What you should do: Take the data below. Output it exactly from its first line through the line containing "Find the labels".

==============================

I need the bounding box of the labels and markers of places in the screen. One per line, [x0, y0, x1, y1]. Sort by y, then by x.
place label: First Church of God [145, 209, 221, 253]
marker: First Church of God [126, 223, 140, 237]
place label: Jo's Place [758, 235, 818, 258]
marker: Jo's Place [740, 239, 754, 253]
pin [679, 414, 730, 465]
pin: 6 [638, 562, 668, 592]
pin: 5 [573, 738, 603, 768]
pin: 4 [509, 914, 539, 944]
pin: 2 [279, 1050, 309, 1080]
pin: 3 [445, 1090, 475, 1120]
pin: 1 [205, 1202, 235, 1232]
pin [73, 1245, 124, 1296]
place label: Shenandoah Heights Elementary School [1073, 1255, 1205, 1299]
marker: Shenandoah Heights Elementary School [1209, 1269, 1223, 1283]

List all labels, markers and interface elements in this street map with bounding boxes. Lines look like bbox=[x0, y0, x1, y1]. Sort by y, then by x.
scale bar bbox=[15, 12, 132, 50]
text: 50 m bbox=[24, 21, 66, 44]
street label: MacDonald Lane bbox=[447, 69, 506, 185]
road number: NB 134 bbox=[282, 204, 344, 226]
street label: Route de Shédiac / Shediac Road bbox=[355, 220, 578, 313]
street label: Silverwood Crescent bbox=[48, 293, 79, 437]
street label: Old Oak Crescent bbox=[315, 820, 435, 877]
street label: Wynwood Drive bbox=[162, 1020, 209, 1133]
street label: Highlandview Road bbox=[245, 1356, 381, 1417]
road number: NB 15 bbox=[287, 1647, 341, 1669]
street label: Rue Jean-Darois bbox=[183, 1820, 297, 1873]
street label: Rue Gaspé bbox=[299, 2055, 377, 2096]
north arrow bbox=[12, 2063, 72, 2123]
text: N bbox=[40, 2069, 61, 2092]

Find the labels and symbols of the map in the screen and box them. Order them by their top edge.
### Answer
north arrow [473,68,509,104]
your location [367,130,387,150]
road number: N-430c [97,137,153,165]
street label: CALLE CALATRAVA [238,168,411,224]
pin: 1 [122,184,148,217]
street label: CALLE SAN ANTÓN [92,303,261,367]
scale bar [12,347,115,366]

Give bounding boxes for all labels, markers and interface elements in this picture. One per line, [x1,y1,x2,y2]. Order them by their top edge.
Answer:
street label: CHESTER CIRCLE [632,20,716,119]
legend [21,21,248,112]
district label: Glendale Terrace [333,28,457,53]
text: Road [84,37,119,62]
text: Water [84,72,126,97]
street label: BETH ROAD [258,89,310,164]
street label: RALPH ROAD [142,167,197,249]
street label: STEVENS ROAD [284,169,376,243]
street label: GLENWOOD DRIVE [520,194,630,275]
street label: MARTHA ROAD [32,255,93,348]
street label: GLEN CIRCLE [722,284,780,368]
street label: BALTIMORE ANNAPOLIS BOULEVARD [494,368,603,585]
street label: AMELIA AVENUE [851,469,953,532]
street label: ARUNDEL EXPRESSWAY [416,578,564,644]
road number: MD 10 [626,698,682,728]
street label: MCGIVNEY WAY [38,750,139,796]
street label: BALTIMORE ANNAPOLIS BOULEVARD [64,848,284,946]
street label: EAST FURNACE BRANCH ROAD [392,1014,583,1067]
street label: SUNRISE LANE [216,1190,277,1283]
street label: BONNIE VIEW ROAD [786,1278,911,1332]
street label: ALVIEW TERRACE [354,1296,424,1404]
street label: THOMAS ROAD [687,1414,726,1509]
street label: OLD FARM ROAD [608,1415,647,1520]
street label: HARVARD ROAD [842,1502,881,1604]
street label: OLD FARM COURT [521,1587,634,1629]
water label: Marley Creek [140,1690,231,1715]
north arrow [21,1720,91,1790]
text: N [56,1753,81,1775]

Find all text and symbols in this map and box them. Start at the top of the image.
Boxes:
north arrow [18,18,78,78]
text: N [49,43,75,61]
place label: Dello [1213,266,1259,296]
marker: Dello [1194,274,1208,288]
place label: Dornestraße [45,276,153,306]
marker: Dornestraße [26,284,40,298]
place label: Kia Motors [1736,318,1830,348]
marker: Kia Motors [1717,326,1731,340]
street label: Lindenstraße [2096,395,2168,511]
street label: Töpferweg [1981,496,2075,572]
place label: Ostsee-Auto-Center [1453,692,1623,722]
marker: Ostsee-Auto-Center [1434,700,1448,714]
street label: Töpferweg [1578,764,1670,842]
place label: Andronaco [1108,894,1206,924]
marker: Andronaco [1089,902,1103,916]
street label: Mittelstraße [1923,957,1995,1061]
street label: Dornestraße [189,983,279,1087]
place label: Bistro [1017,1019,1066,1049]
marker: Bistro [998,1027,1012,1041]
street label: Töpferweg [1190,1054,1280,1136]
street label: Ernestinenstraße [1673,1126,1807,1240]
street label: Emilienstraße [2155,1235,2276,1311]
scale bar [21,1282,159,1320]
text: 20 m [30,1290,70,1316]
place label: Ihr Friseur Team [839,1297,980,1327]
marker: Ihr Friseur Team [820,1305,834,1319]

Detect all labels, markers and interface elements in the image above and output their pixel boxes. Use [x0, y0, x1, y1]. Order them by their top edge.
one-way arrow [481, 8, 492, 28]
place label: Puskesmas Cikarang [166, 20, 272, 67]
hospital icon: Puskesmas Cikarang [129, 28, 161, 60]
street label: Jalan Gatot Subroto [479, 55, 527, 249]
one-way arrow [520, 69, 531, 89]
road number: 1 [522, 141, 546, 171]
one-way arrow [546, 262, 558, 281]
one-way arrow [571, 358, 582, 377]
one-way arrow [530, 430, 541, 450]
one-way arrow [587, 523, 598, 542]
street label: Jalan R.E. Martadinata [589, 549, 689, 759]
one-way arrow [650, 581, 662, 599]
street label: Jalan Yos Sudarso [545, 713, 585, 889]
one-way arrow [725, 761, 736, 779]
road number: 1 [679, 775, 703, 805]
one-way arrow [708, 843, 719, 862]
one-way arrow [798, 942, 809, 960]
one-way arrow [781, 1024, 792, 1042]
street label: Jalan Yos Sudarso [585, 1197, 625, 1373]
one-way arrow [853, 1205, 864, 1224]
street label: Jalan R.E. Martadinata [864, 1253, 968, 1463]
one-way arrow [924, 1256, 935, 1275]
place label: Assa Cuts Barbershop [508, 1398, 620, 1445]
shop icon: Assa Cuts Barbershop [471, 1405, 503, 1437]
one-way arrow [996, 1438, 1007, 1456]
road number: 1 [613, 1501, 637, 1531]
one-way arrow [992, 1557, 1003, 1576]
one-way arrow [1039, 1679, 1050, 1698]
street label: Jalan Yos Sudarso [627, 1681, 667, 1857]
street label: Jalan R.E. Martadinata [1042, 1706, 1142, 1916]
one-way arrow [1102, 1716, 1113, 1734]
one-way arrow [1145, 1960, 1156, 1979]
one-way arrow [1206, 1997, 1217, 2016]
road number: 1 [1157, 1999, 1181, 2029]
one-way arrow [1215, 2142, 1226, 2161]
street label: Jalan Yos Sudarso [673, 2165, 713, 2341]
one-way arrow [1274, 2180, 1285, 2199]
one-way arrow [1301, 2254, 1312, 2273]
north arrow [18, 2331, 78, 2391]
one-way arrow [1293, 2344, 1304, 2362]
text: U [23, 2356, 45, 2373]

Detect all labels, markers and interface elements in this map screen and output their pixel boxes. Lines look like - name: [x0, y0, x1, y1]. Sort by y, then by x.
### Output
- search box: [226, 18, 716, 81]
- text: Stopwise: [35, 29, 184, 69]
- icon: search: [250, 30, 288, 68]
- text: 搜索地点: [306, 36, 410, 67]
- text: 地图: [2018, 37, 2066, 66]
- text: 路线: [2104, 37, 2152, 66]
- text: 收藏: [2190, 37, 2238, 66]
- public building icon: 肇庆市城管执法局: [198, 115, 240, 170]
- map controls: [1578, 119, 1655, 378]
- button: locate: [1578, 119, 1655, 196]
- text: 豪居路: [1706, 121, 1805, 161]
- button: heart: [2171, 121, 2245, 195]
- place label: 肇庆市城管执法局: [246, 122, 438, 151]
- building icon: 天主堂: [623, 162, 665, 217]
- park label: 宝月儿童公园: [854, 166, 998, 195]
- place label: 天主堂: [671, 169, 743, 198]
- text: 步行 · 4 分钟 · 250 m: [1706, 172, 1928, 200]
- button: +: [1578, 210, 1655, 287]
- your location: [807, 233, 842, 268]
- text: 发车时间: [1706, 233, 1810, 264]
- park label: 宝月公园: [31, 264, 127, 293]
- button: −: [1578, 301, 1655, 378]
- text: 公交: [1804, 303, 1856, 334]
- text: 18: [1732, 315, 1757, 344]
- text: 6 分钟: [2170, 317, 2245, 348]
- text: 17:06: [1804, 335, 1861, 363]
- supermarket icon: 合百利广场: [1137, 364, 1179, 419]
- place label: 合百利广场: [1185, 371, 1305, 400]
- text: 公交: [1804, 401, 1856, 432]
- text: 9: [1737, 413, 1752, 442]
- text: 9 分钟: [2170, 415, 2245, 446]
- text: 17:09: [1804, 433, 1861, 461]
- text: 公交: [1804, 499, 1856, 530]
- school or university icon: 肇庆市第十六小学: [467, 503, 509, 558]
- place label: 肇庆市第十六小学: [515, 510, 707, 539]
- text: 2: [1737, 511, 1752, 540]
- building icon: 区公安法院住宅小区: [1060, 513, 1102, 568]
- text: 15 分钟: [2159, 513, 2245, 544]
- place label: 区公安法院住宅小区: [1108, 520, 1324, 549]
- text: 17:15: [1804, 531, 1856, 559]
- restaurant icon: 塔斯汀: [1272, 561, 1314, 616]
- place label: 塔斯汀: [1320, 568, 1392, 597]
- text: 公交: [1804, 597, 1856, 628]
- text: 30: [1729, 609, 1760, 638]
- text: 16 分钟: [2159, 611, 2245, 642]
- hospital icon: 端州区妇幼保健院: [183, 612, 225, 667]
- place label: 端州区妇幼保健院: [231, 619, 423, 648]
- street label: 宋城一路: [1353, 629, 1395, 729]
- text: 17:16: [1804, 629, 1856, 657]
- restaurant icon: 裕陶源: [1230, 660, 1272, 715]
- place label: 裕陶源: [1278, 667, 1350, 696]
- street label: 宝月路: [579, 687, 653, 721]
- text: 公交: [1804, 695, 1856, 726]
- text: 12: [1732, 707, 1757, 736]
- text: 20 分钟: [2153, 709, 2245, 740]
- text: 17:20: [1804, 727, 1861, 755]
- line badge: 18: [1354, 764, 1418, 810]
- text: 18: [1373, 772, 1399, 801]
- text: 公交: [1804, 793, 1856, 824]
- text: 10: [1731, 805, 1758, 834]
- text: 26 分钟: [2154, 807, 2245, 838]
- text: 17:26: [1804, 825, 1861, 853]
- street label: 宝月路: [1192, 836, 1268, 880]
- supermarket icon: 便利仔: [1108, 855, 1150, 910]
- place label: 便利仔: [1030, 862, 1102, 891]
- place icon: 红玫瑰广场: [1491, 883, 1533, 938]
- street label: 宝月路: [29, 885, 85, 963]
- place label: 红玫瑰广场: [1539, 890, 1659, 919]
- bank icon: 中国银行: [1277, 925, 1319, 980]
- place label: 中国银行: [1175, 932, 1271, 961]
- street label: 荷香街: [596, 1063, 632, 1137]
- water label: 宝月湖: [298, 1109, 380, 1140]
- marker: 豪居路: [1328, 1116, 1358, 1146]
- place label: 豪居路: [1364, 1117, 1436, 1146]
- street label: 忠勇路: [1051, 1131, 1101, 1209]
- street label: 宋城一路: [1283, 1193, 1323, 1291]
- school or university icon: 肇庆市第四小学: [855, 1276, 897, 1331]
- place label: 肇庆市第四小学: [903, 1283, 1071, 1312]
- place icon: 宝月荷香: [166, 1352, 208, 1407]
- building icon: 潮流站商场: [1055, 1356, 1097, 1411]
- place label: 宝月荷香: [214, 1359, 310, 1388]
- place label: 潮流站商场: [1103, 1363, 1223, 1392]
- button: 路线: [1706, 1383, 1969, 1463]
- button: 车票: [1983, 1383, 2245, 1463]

==============================

Exercise answer:
I need the bounding box of the labels and markers of places in the screen. One per line, [x0, y0, x1, y1]. Sort by y, then by x.
place label: First Church of God [145, 209, 221, 253]
marker: First Church of God [126, 223, 140, 237]
place label: Jo's Place [758, 235, 818, 258]
marker: Jo's Place [740, 239, 754, 253]
pin [679, 414, 730, 465]
pin: 6 [638, 562, 668, 592]
pin: 5 [573, 738, 603, 768]
pin: 4 [509, 914, 539, 944]
pin: 2 [279, 1050, 309, 1080]
pin: 3 [445, 1090, 475, 1120]
pin: 1 [205, 1202, 235, 1232]
pin [73, 1245, 124, 1296]
place label: Shenandoah Heights Elementary School [1073, 1255, 1205, 1299]
marker: Shenandoah Heights Elementary School [1209, 1269, 1223, 1283]

List all labels, markers and interface elements in this street map with bounding boxes. Lines look like bbox=[x0, y0, x1, y1]. Sort by y, then by x.
scale bar bbox=[15, 12, 132, 50]
text: 50 m bbox=[24, 21, 66, 44]
street label: MacDonald Lane bbox=[447, 69, 506, 185]
road number: NB 134 bbox=[282, 204, 344, 226]
street label: Route de Shédiac / Shediac Road bbox=[355, 220, 578, 313]
street label: Silverwood Crescent bbox=[48, 293, 79, 437]
street label: Old Oak Crescent bbox=[315, 820, 435, 877]
street label: Wynwood Drive bbox=[162, 1020, 209, 1133]
street label: Highlandview Road bbox=[245, 1356, 381, 1417]
road number: NB 15 bbox=[287, 1647, 341, 1669]
street label: Rue Jean-Darois bbox=[183, 1820, 297, 1873]
street label: Rue Gaspé bbox=[299, 2055, 377, 2096]
north arrow bbox=[12, 2063, 72, 2123]
text: N bbox=[40, 2069, 61, 2092]

Find the labels and symbols of the map in the screen and box them. Order them by their top edge.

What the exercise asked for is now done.